Re: shiftfs status and future development

"Serge E. Hallyn" <serge@xxxxxxxxxx> · Tue, 3 Jul 2018 11:54:50 -0500

Quoting James Bottomley (James.Bottomley@xxxxxxxxxxxxxxxxxxxxx):
> On Mon, 2018-06-18 at 20:11 +0300, Amir Goldstein wrote:
> > On Mon, Jun 18, 2018 at 5:56 PM, James Bottomley
> > <James.Bottomley@xxxxxxxxxxxxxxxxxxxxx> wrote:
> > [...]
> > > > > >  - Does not break inotify
> > > > > 
> > > > > I don't expect it does, but I haven't checked.
> > > > 
> > > > I haven't checked either; I'm planning to do so soon. This is a
> > > > concern that was expressed to me by others, I think because
> > > > inotify doesn't work with overlayfs.
> > > 
> > > I think shiftfs does work simply because it doesn't really do
> > > overlays, so lots of stuff that doesn't work with overlays does
> > > work with it.
> > > 
> > 
> > I'm afraid shiftfs suffers from the same problems that the old naiive
> > overlayfs inode implementation suffered from.
> > 
> > This problem is demonstrated with LTP tests inotify08 inotify09.
> > shiftfs_new_inode() is called on every lookup, so inotify watch
> > may be set on an inode object, then dentry is evicted from cache
> > and then all events on new dentry are not reported on the watched
> > inode.
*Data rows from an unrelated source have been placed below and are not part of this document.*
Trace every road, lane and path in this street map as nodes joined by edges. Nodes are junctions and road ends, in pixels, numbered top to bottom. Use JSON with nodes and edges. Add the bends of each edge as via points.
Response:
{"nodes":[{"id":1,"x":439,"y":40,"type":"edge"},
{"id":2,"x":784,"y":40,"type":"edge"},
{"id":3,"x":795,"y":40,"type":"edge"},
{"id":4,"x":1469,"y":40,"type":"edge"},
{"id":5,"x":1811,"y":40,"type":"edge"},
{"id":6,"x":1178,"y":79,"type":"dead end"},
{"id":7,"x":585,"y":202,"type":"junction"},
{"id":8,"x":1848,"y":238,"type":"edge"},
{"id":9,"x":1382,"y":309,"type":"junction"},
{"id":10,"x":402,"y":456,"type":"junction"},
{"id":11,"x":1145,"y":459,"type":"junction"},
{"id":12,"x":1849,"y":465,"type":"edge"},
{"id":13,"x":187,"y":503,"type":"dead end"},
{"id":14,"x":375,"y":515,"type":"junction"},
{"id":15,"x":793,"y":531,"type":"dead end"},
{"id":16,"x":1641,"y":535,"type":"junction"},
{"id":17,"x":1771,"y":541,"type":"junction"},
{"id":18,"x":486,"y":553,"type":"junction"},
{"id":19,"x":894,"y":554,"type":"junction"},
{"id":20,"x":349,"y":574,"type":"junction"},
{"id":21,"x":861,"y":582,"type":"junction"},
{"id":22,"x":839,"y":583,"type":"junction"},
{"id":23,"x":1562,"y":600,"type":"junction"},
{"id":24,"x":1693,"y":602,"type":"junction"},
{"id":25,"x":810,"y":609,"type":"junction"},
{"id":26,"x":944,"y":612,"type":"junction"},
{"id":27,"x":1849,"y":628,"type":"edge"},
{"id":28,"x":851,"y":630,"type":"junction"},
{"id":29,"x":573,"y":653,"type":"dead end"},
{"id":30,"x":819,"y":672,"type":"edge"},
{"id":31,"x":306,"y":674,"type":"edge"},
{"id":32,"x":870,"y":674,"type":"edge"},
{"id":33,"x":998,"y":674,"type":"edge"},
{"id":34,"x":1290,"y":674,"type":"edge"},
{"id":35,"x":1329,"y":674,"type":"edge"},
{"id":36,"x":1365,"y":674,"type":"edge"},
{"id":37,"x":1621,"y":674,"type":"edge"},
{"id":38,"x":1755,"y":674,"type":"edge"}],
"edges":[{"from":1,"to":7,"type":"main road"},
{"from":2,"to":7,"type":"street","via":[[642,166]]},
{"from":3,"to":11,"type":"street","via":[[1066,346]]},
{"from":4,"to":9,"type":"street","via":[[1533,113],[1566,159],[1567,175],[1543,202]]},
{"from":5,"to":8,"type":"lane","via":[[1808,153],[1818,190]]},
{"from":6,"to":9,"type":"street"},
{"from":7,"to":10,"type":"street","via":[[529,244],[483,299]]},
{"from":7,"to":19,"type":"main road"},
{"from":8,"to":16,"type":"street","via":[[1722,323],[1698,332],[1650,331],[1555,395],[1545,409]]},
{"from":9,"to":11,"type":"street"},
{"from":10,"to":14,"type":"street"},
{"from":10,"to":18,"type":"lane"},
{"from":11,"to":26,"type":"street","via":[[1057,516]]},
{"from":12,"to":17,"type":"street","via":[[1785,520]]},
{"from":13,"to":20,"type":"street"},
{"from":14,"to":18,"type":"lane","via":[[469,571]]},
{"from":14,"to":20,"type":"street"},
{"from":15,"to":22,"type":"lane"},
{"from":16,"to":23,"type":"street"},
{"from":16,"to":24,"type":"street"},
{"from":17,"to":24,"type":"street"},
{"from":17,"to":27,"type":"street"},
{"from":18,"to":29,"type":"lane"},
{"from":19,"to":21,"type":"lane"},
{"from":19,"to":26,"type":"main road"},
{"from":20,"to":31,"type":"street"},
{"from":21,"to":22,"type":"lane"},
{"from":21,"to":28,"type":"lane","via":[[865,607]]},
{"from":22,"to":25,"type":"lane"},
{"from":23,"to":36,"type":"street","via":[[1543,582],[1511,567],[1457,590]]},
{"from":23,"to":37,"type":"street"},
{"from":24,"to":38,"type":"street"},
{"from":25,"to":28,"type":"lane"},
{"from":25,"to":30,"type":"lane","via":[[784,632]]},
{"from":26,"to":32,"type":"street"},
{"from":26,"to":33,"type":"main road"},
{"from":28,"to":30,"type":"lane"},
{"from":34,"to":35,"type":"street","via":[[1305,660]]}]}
You will need to implement hashed inodes to solve it.
> > Can be done as overlay does - hashing by real inode pointer.
> > 
> > This is just one of those subtle things about stacked fs and there
> > may be other in present and more in future - if we don't have a
> > shared code base for the two stacked fs, I wager you are going to end
> > up "cherry picking" fixes often.
> > 
> > IMO, an important question to ask is, since both shiftfs and
> > overlayfs are strongly coupled with container use cases, are there
> > users that are interested in both layering AND shifting? on the same
> > "mark"? If the answer is yes, then this may be an argument in favor
> > of integrating at least some of shittfs functionality into overlayfs.
> 
> My container use case is interested in shifting but not layering.  Even
> the docker use case would only mix the two with the overlay graph
> driver.  There seem to be quite a few clouds using non overlayfs graph
> drivers (the dm one being the most popular).
> 
> > Another argument is that shiftfs itself takes the maximum allowed
> > 2 levels of s_stack_depth for it's 2 mounts, so it is actually not
> > possible with current VFS limitation to combine shiftfs with
> > overlayfs.
> 
> That's an artificial, not an inherent, restriction that was introduced
> to keep the call stack small.  It can be increased or even eliminated
> (although then we'd risk a real run off the end of the kernel stack
> problem).
> 
> > This could be solved relatively easily by adding "-o mark" support
> > to overlayfs and allowing to mount shiftfs also over "marked"
> > overlayfs inside container.
> 
> Can we please decided whether the temporary mark, as implemented in the
> current patch set or a more permanent security.<something> xattr type
> mark is preferred for this?  It's an important question that's been
> asked, but we have no resolution on.

I think something permanent is mandatory.  Otherwise users may be able
to induce a reboot into a state where the temp mark isn't made.  A
security.<something> xattr has the problem that an older kernel may not
know about it.

Two possibilities which have been mentioned before:

1. just demand that the *source* idmap doesn't start at 0.  Ideally it
would be something like 100k uids starting at 100k.  The kernel would
refuse to do a shiftfs mount if the source idmap includes uid 0.

I suppose the "let-them-shoot-themselves-in-the-foot" approach would be
to just strongly recommend using such a source uid mapping, but not
enforce it.

2. Enforce that the base directory have perms 700 for shiftfs-mount to
be allowed.  So /var/lib/shiftfs/base-rootfs might be root-owned with
700 perms.  Root then can shiftfs-mount it to /container1 uid-shifted to
100000:0:100000.  Yes, root could stupidly change the perms later, but
failing that uid 1000 can never exploit a setuid-root script under
/var/lib/shiftfs/base-rootfs

-serge